Description of the task →
Your output must consist of the records printed verbatim, with the pictures excluded.

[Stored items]
====

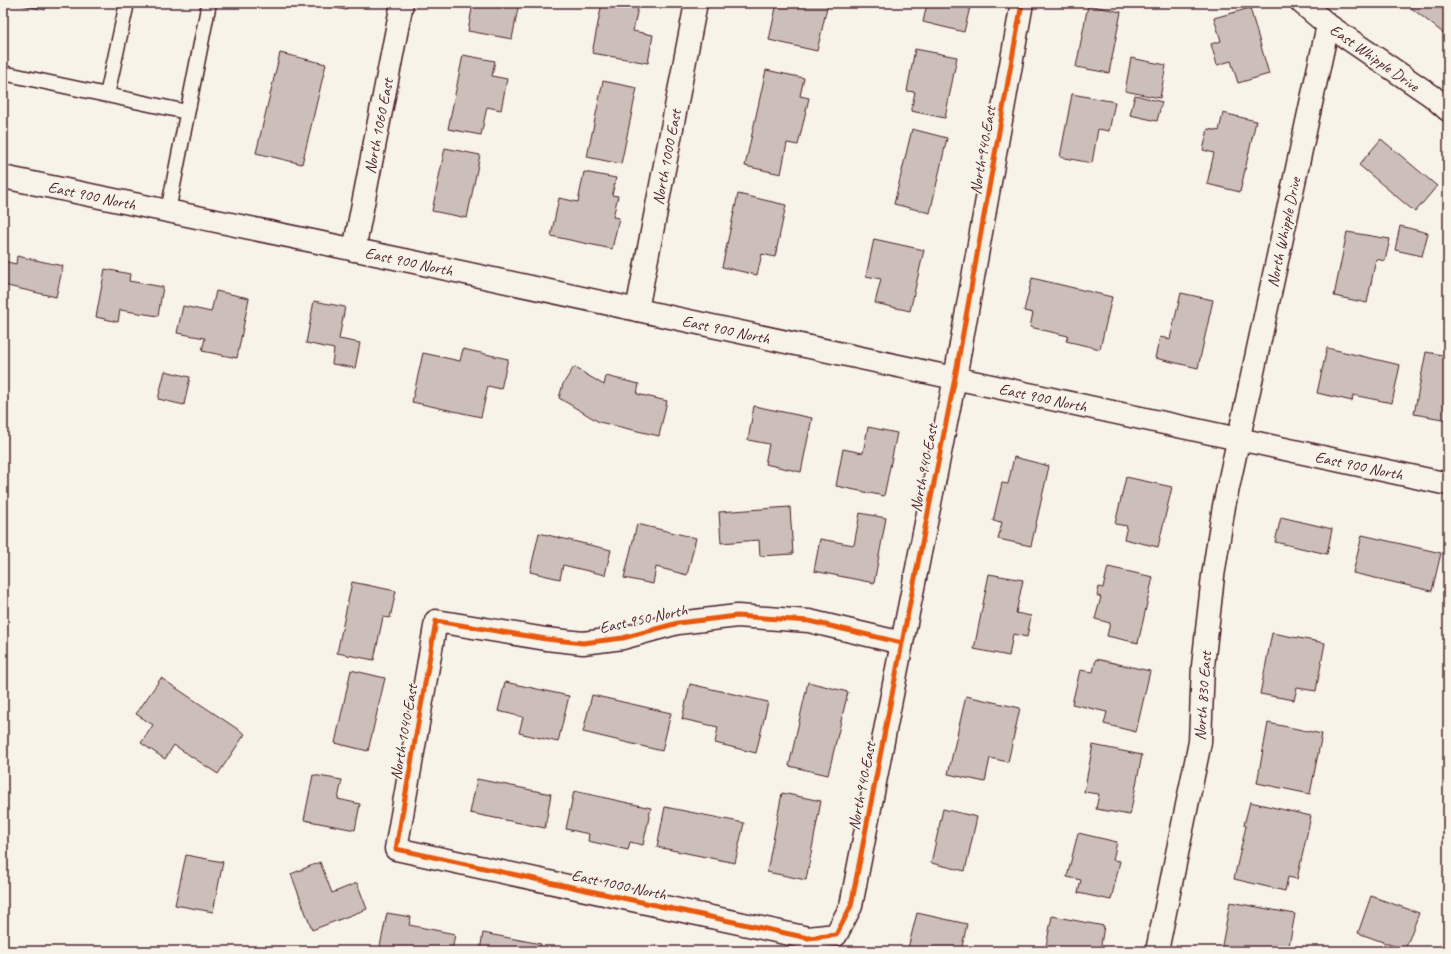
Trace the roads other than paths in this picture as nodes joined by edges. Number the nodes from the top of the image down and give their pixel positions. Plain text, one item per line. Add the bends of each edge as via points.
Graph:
1 (127, 3) edge
2 (209, 3) edge
3 (402, 3) edge
4 (696, 3) edge
5 (1022, 3) edge
6 (1302, 3) edge
7 (1328, 25) junction
8 (3, 74) edge
9 (107, 95) junction
10 (1448, 110) edge
11 (187, 112) junction
12 (3, 177) edge
13 (168, 211) junction
14 (354, 250) junction
15 (637, 310) junction
16 (956, 378) junction
17 (1239, 439) junction
18 (1448, 484) edge
19 (436, 621) joint
20 (902, 643) junction
21 (396, 848) joint
22 (836, 935) joint
23 (1157, 951) edge

1 - 9 lane
2 - 11 lane
3 - 14 street, North 1060 East
4 - 15 street, North 1000 East
5 - 16 street, North 940 East
6 - 7 street, East Whipple Drive
7 - 10 street, East Whipple Drive via 1432,96
7 - 17 street, North Whipple Drive
8 - 9 lane
9 - 11 lane
11 - 13 lane
12 - 13 street, East 900 North
13 - 14 street, East 900 North
14 - 15 street, East 900 North
15 - 16 street, East 900 North
16 - 17 street, East 900 North
16 - 20 street, North 940 East
17 - 18 street, East 900 North
17 - 23 street, North 830 East via 1224,506 1213,576 1203,666 1200,742
19 - 20 street, East 950 North via 546,640 583,643 623,638 678,623 737,616 809,621
19 - 21 street, North 1040 East
20 - 22 street, North 940 East via 851,906
21 - 22 street, East 1000 North via 808,938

====

Response area →
Trace the roads other than paths in this picture as nodes joined by edges. Number the nodes from the top of the image down and give their pixel positions. Plain text, one item per line. Add the bends of each edge as via points.
Graph:
1 (127, 3) edge
2 (209, 3) edge
3 (402, 3) edge
4 (696, 3) edge
5 (1022, 3) edge
6 (1302, 3) edge
7 (1328, 25) junction
8 (3, 74) edge
9 (107, 95) junction
10 (1448, 110) edge
11 (187, 112) junction
12 (3, 177) edge
13 (168, 211) junction
14 (354, 250) junction
15 (637, 310) junction
16 (956, 378) junction
17 (1239, 439) junction
18 (1448, 484) edge
19 (436, 621) joint
20 (902, 643) junction
21 (396, 848) joint
22 (836, 935) joint
23 (1157, 951) edge

1 - 9 lane
2 - 11 lane
3 - 14 street, North 1060 East
4 - 15 street, North 1000 East
5 - 16 street, North 940 East
6 - 7 street, East Whipple Drive
7 - 10 street, East Whipple Drive via 1432,96
7 - 17 street, North Whipple Drive
8 - 9 lane
9 - 11 lane
11 - 13 lane
12 - 13 street, East 900 North
13 - 14 street, East 900 North
14 - 15 street, East 900 North
15 - 16 street, East 900 North
16 - 17 street, East 900 North
16 - 20 street, North 940 East
17 - 18 street, East 900 North
17 - 23 street, North 830 East via 1224,506 1213,576 1203,666 1200,742
19 - 20 street, East 950 North via 546,640 583,643 623,638 678,623 737,616 809,621
19 - 21 street, North 1040 East
20 - 22 street, North 940 East via 851,906
21 - 22 street, East 1000 North via 808,938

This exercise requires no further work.